To reduce profanity, the researchers removed subreddits that were not safe for work and those where 10% of comments had offensive and vulgar tokens. They preserved the vulgar comments as they helped to learn about negative emotions. They reviewed identity comments and removed offensive ones towards a particular ethnicity, gender, sexual orientation, or disability.
- Filtering of length – The researchers applied Natural Language Toolkit (NLTK’s) word tokenizer and selected comments 3-30 tokens long, including punctuation. They performed downsampling, capped by the number of comments with the median token count. They then run an emotion prediction model trained on a pilot batch of 2,200 annotated examples. They exclude subreddits consisting of more than 30% neutral comments or less than 20% negative, positive, or ambiguous comments.
They assigned emotion to each comment using the pilot model described above. After that, they reduced emotion bias by downsampling the weakly-labelled data, limiting by the number of comments belonging to the median emotion count. To avoid over-representation of popular subreddits, they performed downsampling, limited by the median subreddit count. From the 315,000 comments left and 482 subreddits, they randomly sampled for annotation.
- Masking – They masked proper names and religion referring to people with a [NAME] token and [RELIGION] token using a Bidirectional Representation for Transformers (BERT-based Named Entity Tagger). The raters viewed unmasked comments during rating.
The researchers applied Principal Preserved Component Analysis (PPCA) to the data. PPCA examines the cross-covariance between datasets rather than the variance-covariance matrix within a single dataset.

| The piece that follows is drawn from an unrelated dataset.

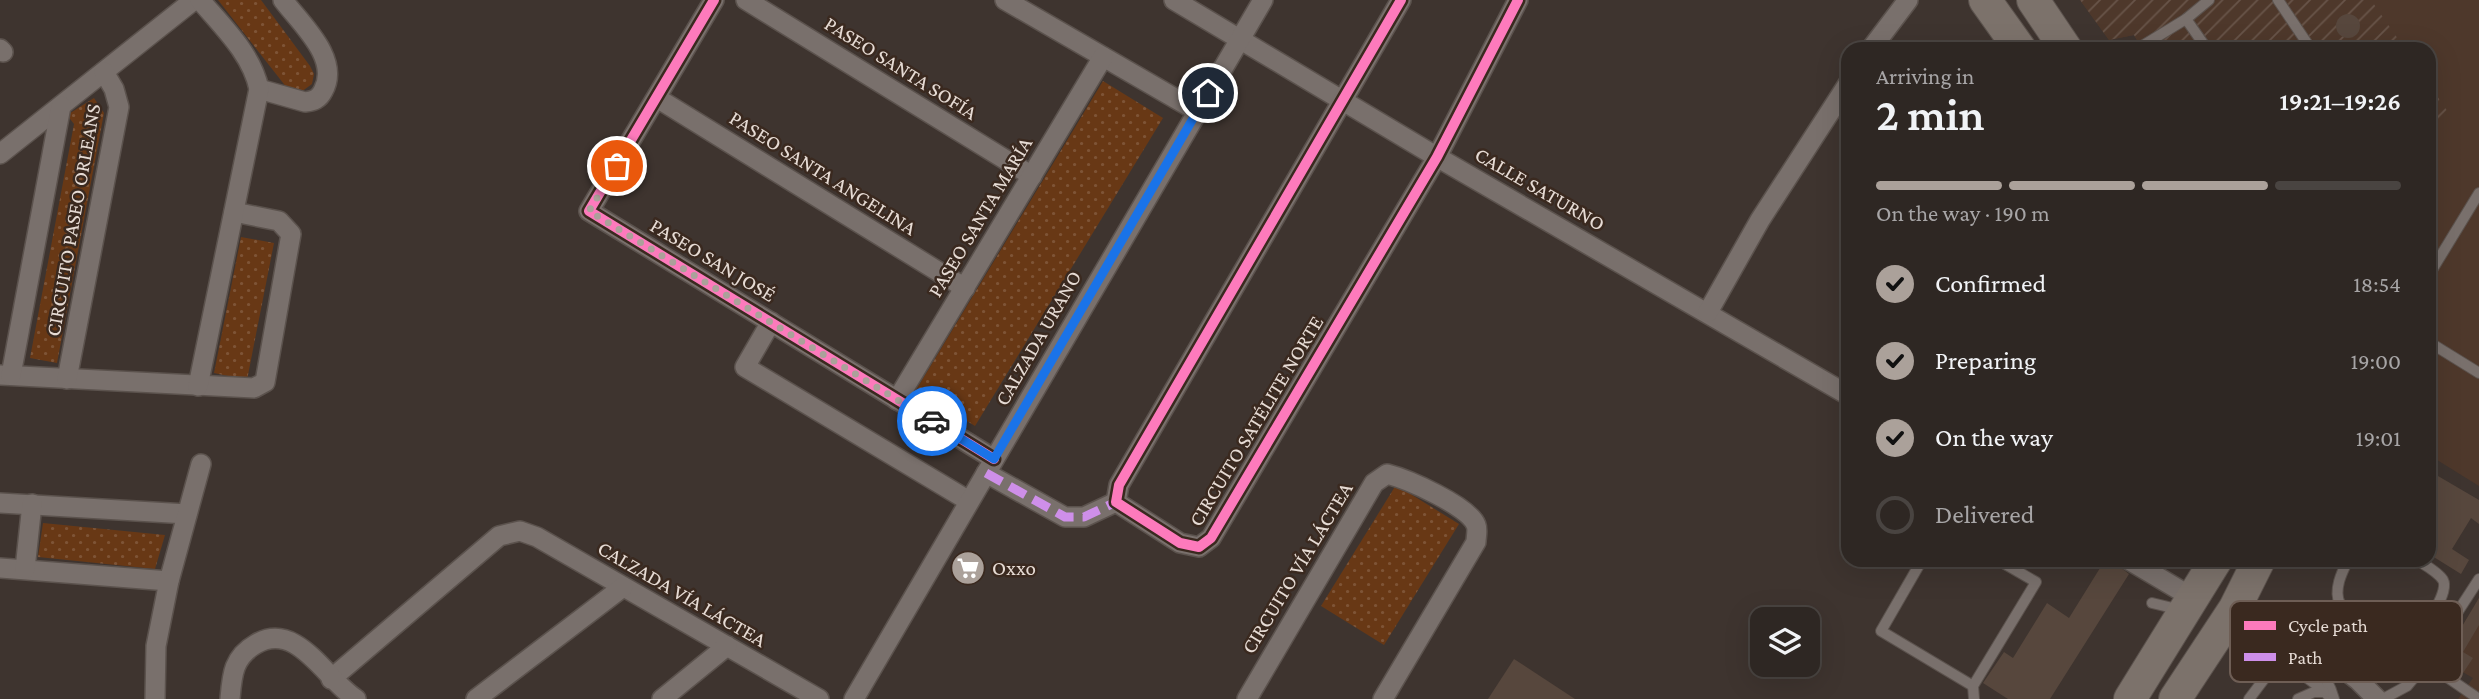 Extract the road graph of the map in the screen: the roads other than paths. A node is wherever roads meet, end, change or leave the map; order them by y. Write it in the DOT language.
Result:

Each component is significant with p-values < 1.5e-6 for all dimensions. This shows that each emotion captures a unique part of the data. In spite of no predefined notion of sentiment in the taxonomy, emotions that are related in terms of their sentiment cluster together. In the same way, emotions that are related in terms of their intensity, like sadness and grief, annoyance and anger, are also closely correlated.